An anxiety condition isn't developed or caused by a single factor but a combination of things. A number of other factors play a role, including personality factors, difficult life experiences and physical health

Family history of mental health conditions

Some people who experience anxiety conditions may have a genetic predisposition towards anxiety and these conditions can sometimes run in a family.

Personality factors

Research suggests that people with certain personality traits are more likely to have anxiety.

Ongoing stressful events

Anxiety conditions may develop because of one or more stressful life events. Common triggers include: work stress or job change, change in living arrangements, pregnancy and giving birth, family and relationship problems, major emotional shock following a stressful or traumatic event, verbal, sexual, physical or emotional abuse or trauma, death or loss of a loved one.

Physical health problems

Chronic physical illness can also contribute to anxiety conditions or impact on the treatment of either the anxiety or the physical illness itself. Common chronic conditions associated with anxiety conditions include: diabetes, asthma and hypertension and heart disease.
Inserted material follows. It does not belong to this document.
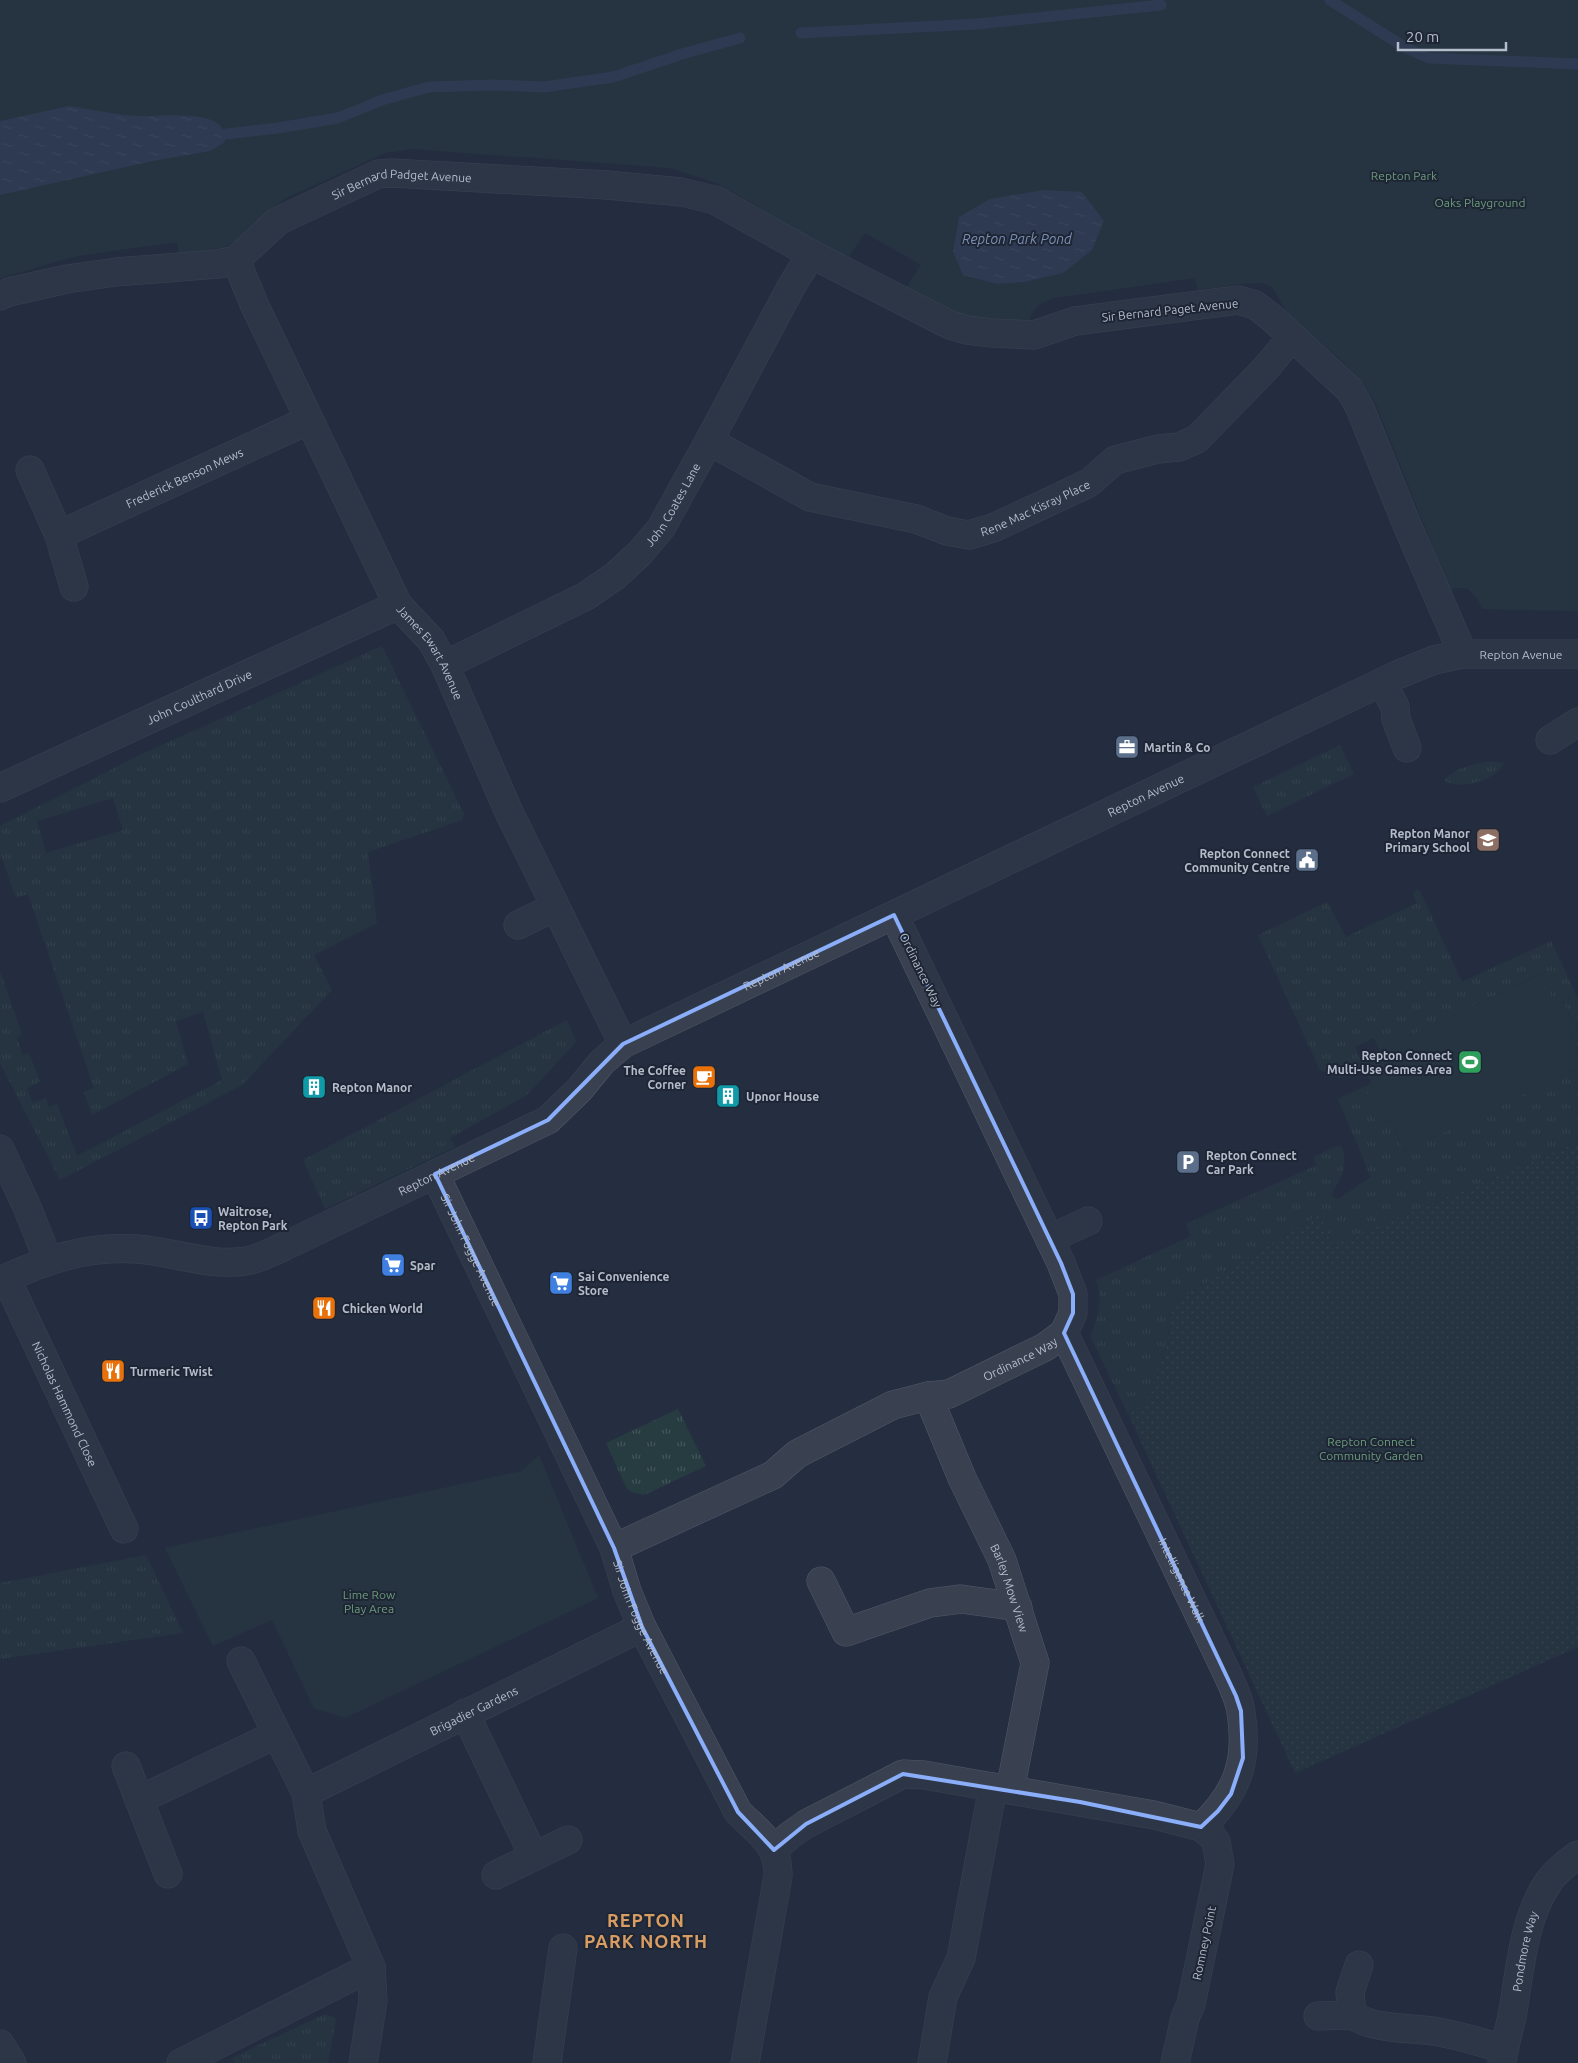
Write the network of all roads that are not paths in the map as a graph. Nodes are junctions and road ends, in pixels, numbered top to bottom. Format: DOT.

Other mental health conditions

While some people may experience an anxiety condition on its own, others may experience multiple anxiety conditions, or other mental health conditions.

Substance use

Some people who experience anxiety may use alcohol or other drugs to help them manage their condition. In some cases, this may lead to people developing a substance use problem along with their anxiety condition. Alcohol and substance use can aggravate anxiety conditions.
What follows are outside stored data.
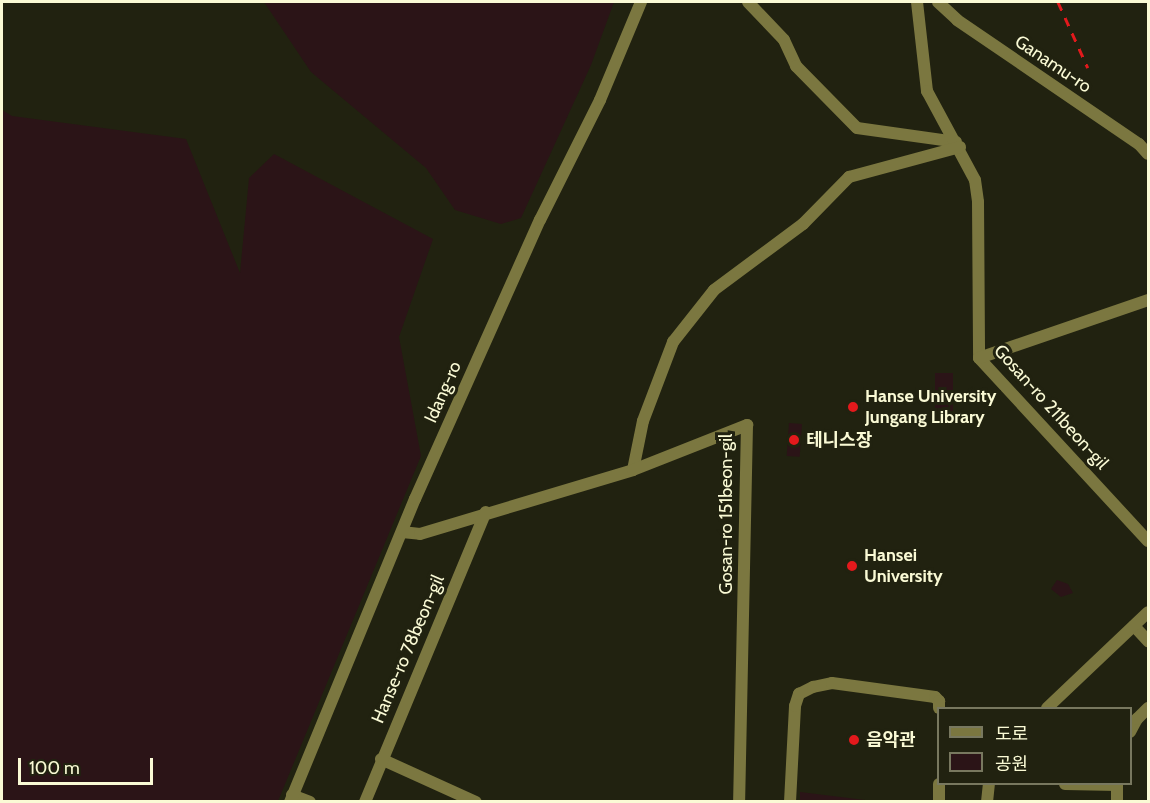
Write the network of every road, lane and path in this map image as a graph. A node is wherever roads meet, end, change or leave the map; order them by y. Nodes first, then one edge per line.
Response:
1 (641, 2) edge
2 (748, 2) edge
3 (917, 2) edge
4 (938, 2) edge
5 (958, 145) junction
6 (1149, 154) edge
7 (1149, 300) edge
8 (979, 357) junction
9 (633, 470) junction
10 (486, 512) junction
11 (402, 532) junction
12 (1149, 541) edge
13 (1149, 612) edge
14 (1134, 626) junction
15 (1149, 641) edge
16 (939, 707) edge
17 (1048, 707) edge
18 (1149, 708) edge
19 (1132, 730) edge
20 (381, 759) junction
21 (939, 785) edge
22 (989, 785) edge
23 (1117, 785) edge
24 (291, 798) edge
25 (310, 801) edge
26 (365, 801) edge
27 (476, 801) edge
28 (739, 801) edge
29 (790, 801) edge
30 (939, 801) edge
31 (987, 801) edge
32 (1117, 801) edge

1 - 11 street, Idang-ro
2 - 5 street
3 - 5 street, Gosan-ro 211beon-gil
4 - 6 street, Ganamu-ro
5 - 8 street, Gosan-ro 211beon-gil
5 - 9 street
7 - 8 street
8 - 12 street, Gosan-ro 211beon-gil
9 - 10 street, Gosan-ro 151beon-gil
9 - 28 street, Gosan-ro 151beon-gil
10 - 11 street, Gosan-ro 151beon-gil
10 - 20 street, Hanse-ro 78beon-gil
11 - 24 street, Idang-ro
13 - 14 street
14 - 15 street
14 - 17 street
16 - 29 street
18 - 19 street
20 - 26 street, Hanse-ro 78beon-gil
20 - 27 street
21 - 30 street
22 - 31 street
23 - 32 street
24 - 25 street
Prevention & treatment of anxiety

If you suffer from an anxiety disorder, you may need professional help. See your doctor for a referral to a mental health specialist.

Though not a treatment for anxiety disorders, the following tips can help reduce symptoms of anxiety:

  • Stress management: Learning to manage stress can help limit potential triggers. Organize any upcoming pressures and deadlines, compile lists to make daunting tasks more manageable, and commit to taking time off from study or work.
  • Relaxation techniques: Simple activities can help soothe the mental and physical signs of anxiety. These techniques include meditation, deep breathing exercises, long baths, resting in the dark, and yoga.
  • Exercises to replace negative thoughts with positive ones: Make a list of the negative thoughts that might be cycling as a result of anxiety, and write down another list next to it containing positive, believable thoughts to replace them. Creating a mental image of successfully facing and conquering a specific fear can also provide benefits if anxiety symptoms relate to a specific cause, such as in a phobia.
  • Support network: Talk with familiar people who are supportive, such as a family member or friend. Support group services may also be available in the local area and online.
  • Exercise: Physical exertion can improve self-image and release chemicals in the brain that trigger positive feelings.
  • Limit alcohol, caffeine, and sugar consumption.
  • Keep an anxiety journal. Rank your anxiety on a 1-to-10 scale. Note the events during which you felt anxious and the thoughts going through your mind before and during the anxiety. Keep track of things that make you more anxious or less anxious.

Counseling

A standard way of treating anxiety is psychological counseling. This can include cognitive-behavioral therapy (CBT), psychotherapy, or a combination of therapies.

CBT

This type of psychotherapy aims to recognize and change harmful thought patterns that form the foundation of anxious and troublesome feelings. In the process, practitioners of CBT hope to limit distorted thinking and change the way people react to objects or situations that trigger anxiety.

For example, a psychotherapist providing CBT for panic disorder will try to reinforce the fact that panic attacks are not really heart attacks. Exposure to fears and triggers can be a part of CBT. This encourages people to confront their fears and helps reduce sensitivity to their usual triggers of anxiety.

Medications

A person can support anxiety management with several types of medication.

Medicines that might control some of the physical and mental symptoms include antidepressants, benzodiazepines, tricyclics, and beta-blockers.